## Work required
Exact copy, pictures excluded: please retype every record below.

## Data to process
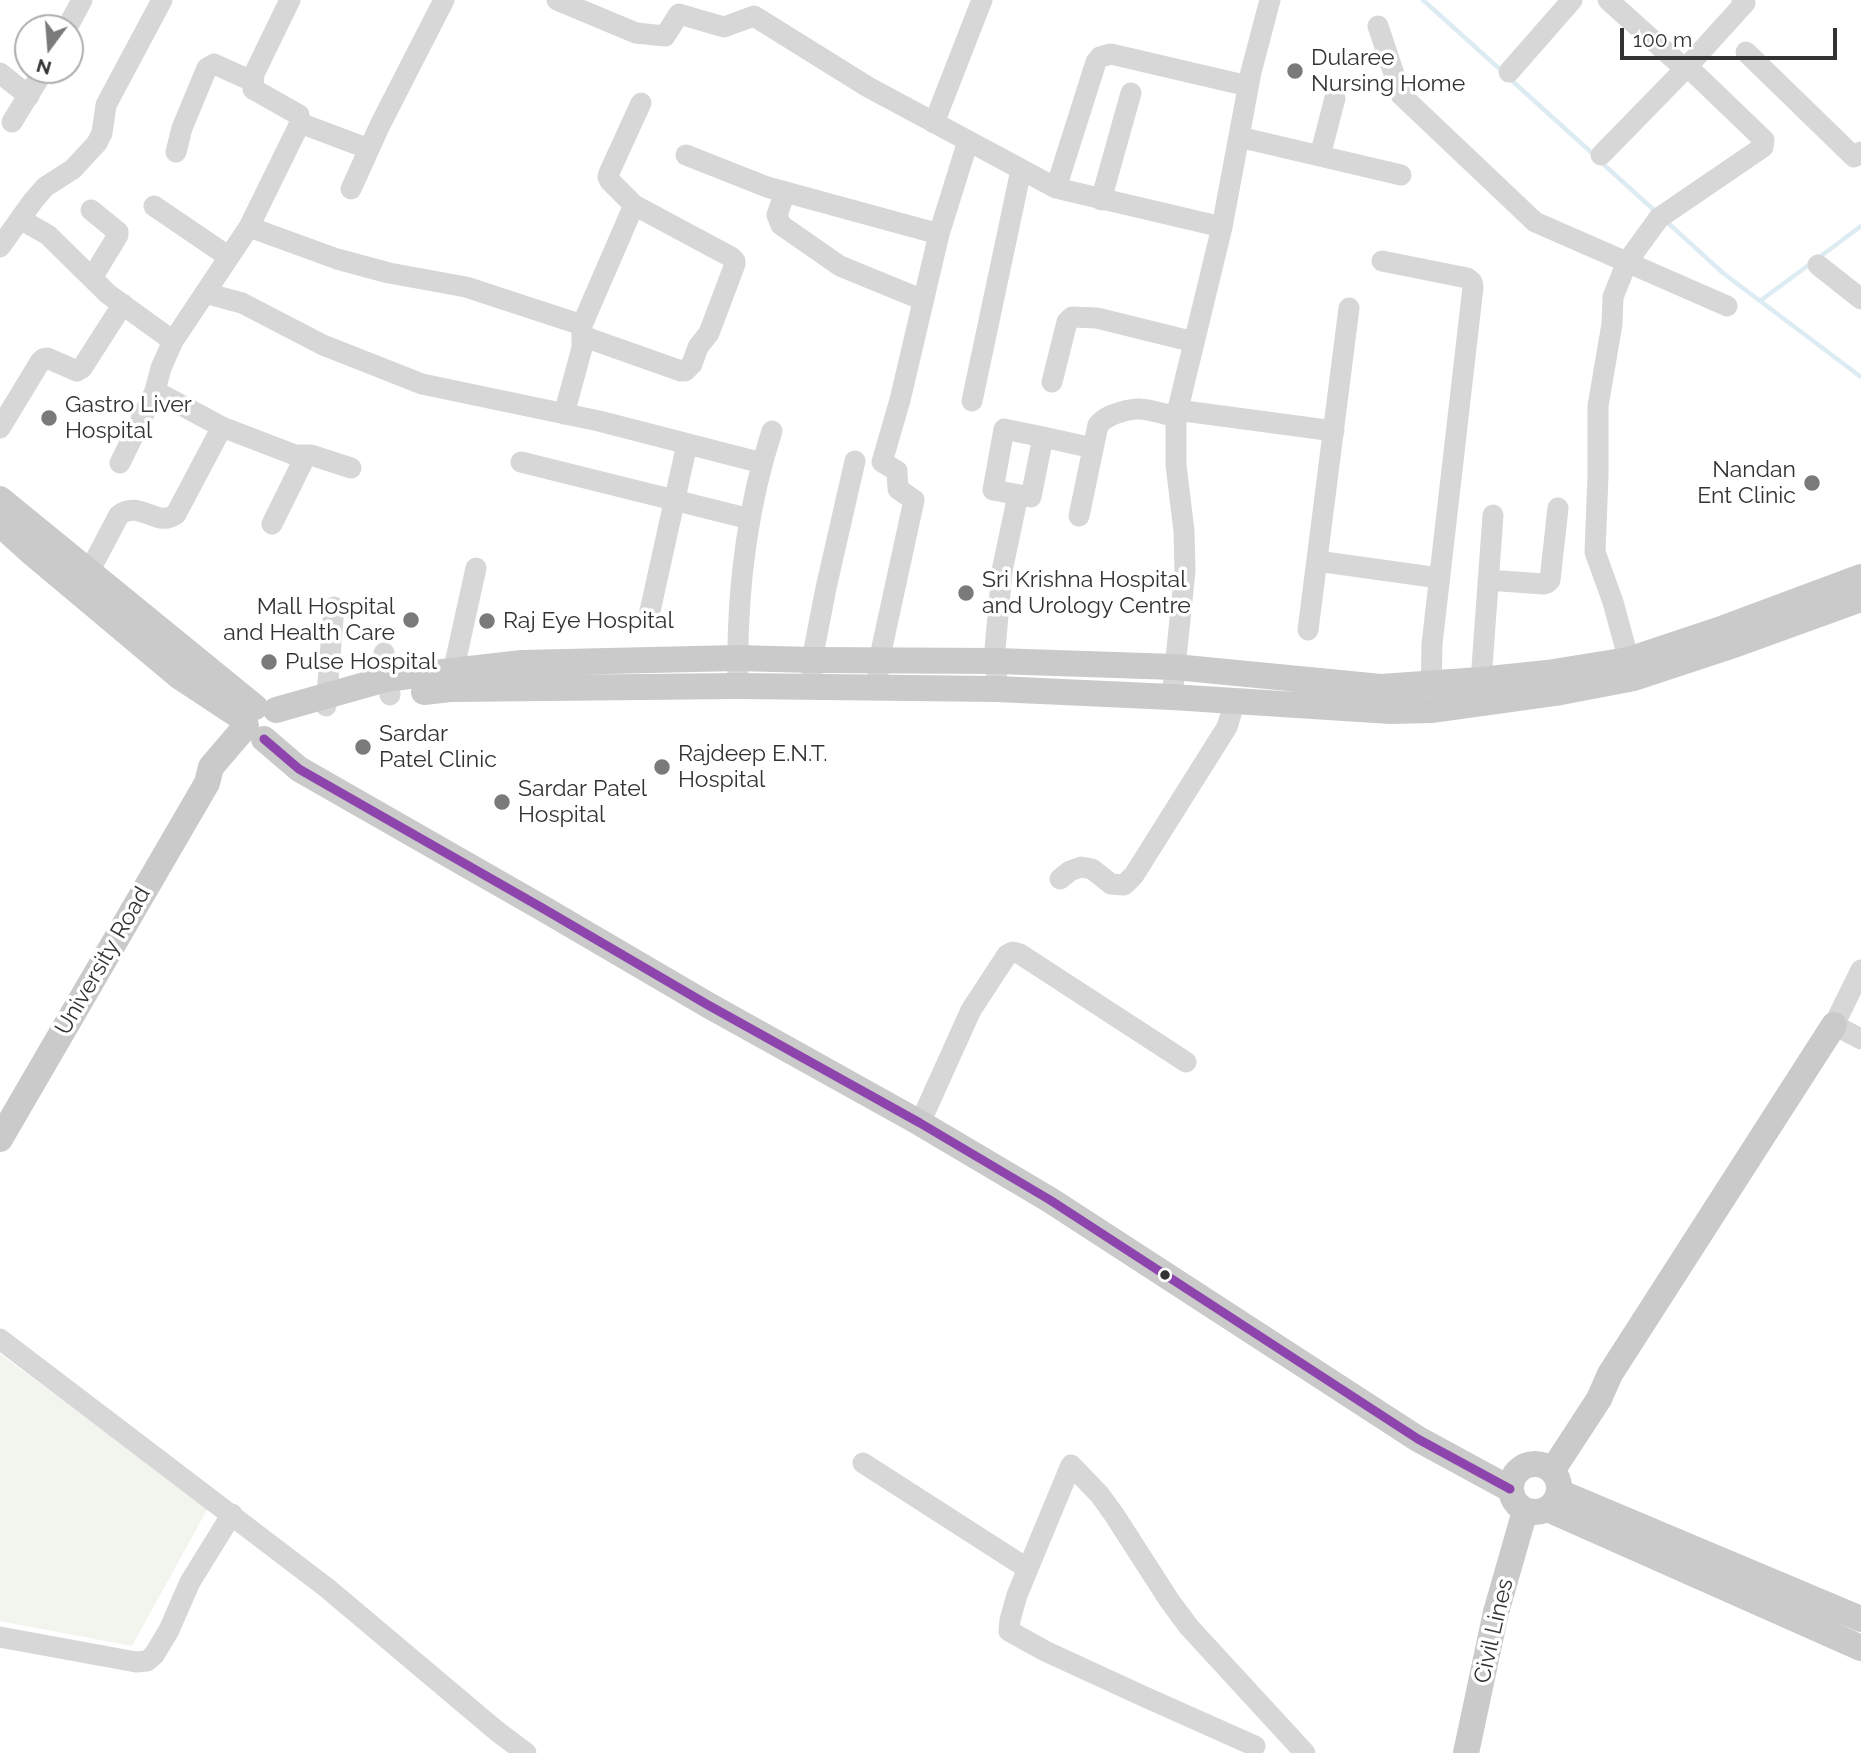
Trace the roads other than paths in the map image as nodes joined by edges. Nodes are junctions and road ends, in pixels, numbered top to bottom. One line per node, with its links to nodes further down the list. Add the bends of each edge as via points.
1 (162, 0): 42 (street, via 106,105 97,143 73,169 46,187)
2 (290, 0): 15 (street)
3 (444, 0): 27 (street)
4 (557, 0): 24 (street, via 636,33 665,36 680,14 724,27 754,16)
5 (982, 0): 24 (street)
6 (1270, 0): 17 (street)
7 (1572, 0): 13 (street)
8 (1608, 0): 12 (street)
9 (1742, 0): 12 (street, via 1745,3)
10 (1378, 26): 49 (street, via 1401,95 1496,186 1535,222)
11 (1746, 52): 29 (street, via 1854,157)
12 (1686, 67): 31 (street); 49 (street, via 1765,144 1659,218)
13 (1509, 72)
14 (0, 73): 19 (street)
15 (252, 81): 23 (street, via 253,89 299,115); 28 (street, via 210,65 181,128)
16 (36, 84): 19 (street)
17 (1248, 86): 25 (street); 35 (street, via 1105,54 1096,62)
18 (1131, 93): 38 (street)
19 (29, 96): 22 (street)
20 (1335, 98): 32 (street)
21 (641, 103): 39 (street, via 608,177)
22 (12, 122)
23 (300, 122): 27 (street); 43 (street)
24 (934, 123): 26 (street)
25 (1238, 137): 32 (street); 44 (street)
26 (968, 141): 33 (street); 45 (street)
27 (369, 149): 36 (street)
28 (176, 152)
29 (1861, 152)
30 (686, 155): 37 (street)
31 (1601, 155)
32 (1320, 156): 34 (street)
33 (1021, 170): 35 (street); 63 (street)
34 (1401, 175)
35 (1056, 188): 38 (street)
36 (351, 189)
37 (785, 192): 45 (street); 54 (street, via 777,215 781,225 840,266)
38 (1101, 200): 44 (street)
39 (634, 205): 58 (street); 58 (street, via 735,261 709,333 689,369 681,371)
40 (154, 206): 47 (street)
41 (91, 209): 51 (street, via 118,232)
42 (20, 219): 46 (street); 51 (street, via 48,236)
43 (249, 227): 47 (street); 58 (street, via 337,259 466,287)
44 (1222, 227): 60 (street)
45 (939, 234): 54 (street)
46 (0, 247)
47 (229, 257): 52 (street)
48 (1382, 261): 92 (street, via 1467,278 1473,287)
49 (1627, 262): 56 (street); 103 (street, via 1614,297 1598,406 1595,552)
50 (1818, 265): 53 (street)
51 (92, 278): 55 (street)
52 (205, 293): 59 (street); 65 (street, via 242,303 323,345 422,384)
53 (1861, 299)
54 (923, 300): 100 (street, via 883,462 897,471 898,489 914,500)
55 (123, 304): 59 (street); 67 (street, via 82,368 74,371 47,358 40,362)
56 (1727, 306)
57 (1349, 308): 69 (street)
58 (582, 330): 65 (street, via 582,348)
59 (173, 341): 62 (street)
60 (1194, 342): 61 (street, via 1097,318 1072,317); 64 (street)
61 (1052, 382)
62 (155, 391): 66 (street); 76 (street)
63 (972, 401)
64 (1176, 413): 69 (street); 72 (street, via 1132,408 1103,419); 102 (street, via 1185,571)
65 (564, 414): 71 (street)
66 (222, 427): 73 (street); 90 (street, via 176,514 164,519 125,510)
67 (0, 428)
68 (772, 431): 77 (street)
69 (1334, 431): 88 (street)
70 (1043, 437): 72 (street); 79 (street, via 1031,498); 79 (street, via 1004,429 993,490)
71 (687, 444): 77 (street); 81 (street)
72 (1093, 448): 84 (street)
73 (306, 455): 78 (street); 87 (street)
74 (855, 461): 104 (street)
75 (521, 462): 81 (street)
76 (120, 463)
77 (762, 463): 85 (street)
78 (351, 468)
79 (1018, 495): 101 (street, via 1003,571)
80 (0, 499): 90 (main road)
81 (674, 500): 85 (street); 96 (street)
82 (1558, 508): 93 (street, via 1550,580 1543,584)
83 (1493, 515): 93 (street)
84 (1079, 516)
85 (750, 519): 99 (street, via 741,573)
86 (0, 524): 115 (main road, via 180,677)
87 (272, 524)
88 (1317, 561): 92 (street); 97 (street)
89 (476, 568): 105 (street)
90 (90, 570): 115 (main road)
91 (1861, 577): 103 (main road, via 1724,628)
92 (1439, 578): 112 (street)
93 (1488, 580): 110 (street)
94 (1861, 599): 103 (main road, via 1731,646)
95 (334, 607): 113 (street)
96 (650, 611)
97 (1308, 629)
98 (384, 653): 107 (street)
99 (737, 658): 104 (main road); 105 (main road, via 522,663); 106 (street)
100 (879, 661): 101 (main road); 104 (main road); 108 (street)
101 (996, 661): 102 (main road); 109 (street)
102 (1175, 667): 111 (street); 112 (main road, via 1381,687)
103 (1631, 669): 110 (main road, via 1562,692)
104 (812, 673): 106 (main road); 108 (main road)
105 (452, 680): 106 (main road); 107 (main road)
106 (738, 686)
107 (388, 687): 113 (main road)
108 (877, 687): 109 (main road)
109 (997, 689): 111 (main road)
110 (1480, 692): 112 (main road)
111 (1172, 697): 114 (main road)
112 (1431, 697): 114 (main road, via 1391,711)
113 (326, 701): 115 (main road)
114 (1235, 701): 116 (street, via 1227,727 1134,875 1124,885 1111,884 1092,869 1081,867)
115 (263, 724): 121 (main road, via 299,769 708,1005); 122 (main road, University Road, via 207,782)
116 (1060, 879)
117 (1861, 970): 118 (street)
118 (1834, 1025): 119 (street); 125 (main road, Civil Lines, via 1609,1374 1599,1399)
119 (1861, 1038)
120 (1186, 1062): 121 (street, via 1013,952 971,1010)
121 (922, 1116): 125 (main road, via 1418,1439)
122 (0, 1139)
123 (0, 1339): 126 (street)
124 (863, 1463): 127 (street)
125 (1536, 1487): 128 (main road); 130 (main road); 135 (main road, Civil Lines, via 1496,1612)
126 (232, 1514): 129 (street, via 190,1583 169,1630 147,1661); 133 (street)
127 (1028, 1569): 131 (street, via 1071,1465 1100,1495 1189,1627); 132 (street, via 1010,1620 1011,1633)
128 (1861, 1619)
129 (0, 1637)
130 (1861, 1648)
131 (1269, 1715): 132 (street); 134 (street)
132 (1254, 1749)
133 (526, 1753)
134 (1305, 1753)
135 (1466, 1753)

## Answer section
Trace the roads other than paths in the map image as nodes joined by edges. Nodes are junctions and road ends, in pixels, numbered top to bottom. One line per node, with its links to nodes further down the list. Add the bends of each edge as via points.
1 (162, 0): 42 (street, via 106,105 97,143 73,169 46,187)
2 (290, 0): 15 (street)
3 (444, 0): 27 (street)
4 (557, 0): 24 (street, via 636,33 665,36 680,14 724,27 754,16)
5 (982, 0): 24 (street)
6 (1270, 0): 17 (street)
7 (1572, 0): 13 (street)
8 (1608, 0): 12 (street)
9 (1742, 0): 12 (street, via 1745,3)
10 (1378, 26): 49 (street, via 1401,95 1496,186 1535,222)
11 (1746, 52): 29 (street, via 1854,157)
12 (1686, 67): 31 (street); 49 (street, via 1765,144 1659,218)
13 (1509, 72)
14 (0, 73): 19 (street)
15 (252, 81): 23 (street, via 253,89 299,115); 28 (street, via 210,65 181,128)
16 (36, 84): 19 (street)
17 (1248, 86): 25 (street); 35 (street, via 1105,54 1096,62)
18 (1131, 93): 38 (street)
19 (29, 96): 22 (street)
20 (1335, 98): 32 (street)
21 (641, 103): 39 (street, via 608,177)
22 (12, 122)
23 (300, 122): 27 (street); 43 (street)
24 (934, 123): 26 (street)
25 (1238, 137): 32 (street); 44 (street)
26 (968, 141): 33 (street); 45 (street)
27 (369, 149): 36 (street)
28 (176, 152)
29 (1861, 152)
30 (686, 155): 37 (street)
31 (1601, 155)
32 (1320, 156): 34 (street)
33 (1021, 170): 35 (street); 63 (street)
34 (1401, 175)
35 (1056, 188): 38 (street)
36 (351, 189)
37 (785, 192): 45 (street); 54 (street, via 777,215 781,225 840,266)
38 (1101, 200): 44 (street)
39 (634, 205): 58 (street); 58 (street, via 735,261 709,333 689,369 681,371)
40 (154, 206): 47 (street)
41 (91, 209): 51 (street, via 118,232)
42 (20, 219): 46 (street); 51 (street, via 48,236)
43 (249, 227): 47 (street); 58 (street, via 337,259 466,287)
44 (1222, 227): 60 (street)
45 (939, 234): 54 (street)
46 (0, 247)
47 (229, 257): 52 (street)
48 (1382, 261): 92 (street, via 1467,278 1473,287)
49 (1627, 262): 56 (street); 103 (street, via 1614,297 1598,406 1595,552)
50 (1818, 265): 53 (street)
51 (92, 278): 55 (street)
52 (205, 293): 59 (street); 65 (street, via 242,303 323,345 422,384)
53 (1861, 299)
54 (923, 300): 100 (street, via 883,462 897,471 898,489 914,500)
55 (123, 304): 59 (street); 67 (street, via 82,368 74,371 47,358 40,362)
56 (1727, 306)
57 (1349, 308): 69 (street)
58 (582, 330): 65 (street, via 582,348)
59 (173, 341): 62 (street)
60 (1194, 342): 61 (street, via 1097,318 1072,317); 64 (street)
61 (1052, 382)
62 (155, 391): 66 (street); 76 (street)
63 (972, 401)
64 (1176, 413): 69 (street); 72 (street, via 1132,408 1103,419); 102 (street, via 1185,571)
65 (564, 414): 71 (street)
66 (222, 427): 73 (street); 90 (street, via 176,514 164,519 125,510)
67 (0, 428)
68 (772, 431): 77 (street)
69 (1334, 431): 88 (street)
70 (1043, 437): 72 (street); 79 (street, via 1031,498); 79 (street, via 1004,429 993,490)
71 (687, 444): 77 (street); 81 (street)
72 (1093, 448): 84 (street)
73 (306, 455): 78 (street); 87 (street)
74 (855, 461): 104 (street)
75 (521, 462): 81 (street)
76 (120, 463)
77 (762, 463): 85 (street)
78 (351, 468)
79 (1018, 495): 101 (street, via 1003,571)
80 (0, 499): 90 (main road)
81 (674, 500): 85 (street); 96 (street)
82 (1558, 508): 93 (street, via 1550,580 1543,584)
83 (1493, 515): 93 (street)
84 (1079, 516)
85 (750, 519): 99 (street, via 741,573)
86 (0, 524): 115 (main road, via 180,677)
87 (272, 524)
88 (1317, 561): 92 (street); 97 (street)
89 (476, 568): 105 (street)
90 (90, 570): 115 (main road)
91 (1861, 577): 103 (main road, via 1724,628)
92 (1439, 578): 112 (street)
93 (1488, 580): 110 (street)
94 (1861, 599): 103 (main road, via 1731,646)
95 (334, 607): 113 (street)
96 (650, 611)
97 (1308, 629)
98 (384, 653): 107 (street)
99 (737, 658): 104 (main road); 105 (main road, via 522,663); 106 (street)
100 (879, 661): 101 (main road); 104 (main road); 108 (street)
101 (996, 661): 102 (main road); 109 (street)
102 (1175, 667): 111 (street); 112 (main road, via 1381,687)
103 (1631, 669): 110 (main road, via 1562,692)
104 (812, 673): 106 (main road); 108 (main road)
105 (452, 680): 106 (main road); 107 (main road)
106 (738, 686)
107 (388, 687): 113 (main road)
108 (877, 687): 109 (main road)
109 (997, 689): 111 (main road)
110 (1480, 692): 112 (main road)
111 (1172, 697): 114 (main road)
112 (1431, 697): 114 (main road, via 1391,711)
113 (326, 701): 115 (main road)
114 (1235, 701): 116 (street, via 1227,727 1134,875 1124,885 1111,884 1092,869 1081,867)
115 (263, 724): 121 (main road, via 299,769 708,1005); 122 (main road, University Road, via 207,782)
116 (1060, 879)
117 (1861, 970): 118 (street)
118 (1834, 1025): 119 (street); 125 (main road, Civil Lines, via 1609,1374 1599,1399)
119 (1861, 1038)
120 (1186, 1062): 121 (street, via 1013,952 971,1010)
121 (922, 1116): 125 (main road, via 1418,1439)
122 (0, 1139)
123 (0, 1339): 126 (street)
124 (863, 1463): 127 (street)
125 (1536, 1487): 128 (main road); 130 (main road); 135 (main road, Civil Lines, via 1496,1612)
126 (232, 1514): 129 (street, via 190,1583 169,1630 147,1661); 133 (street)
127 (1028, 1569): 131 (street, via 1071,1465 1100,1495 1189,1627); 132 (street, via 1010,1620 1011,1633)
128 (1861, 1619)
129 (0, 1637)
130 (1861, 1648)
131 (1269, 1715): 132 (street); 134 (street)
132 (1254, 1749)
133 (526, 1753)
134 (1305, 1753)
135 (1466, 1753)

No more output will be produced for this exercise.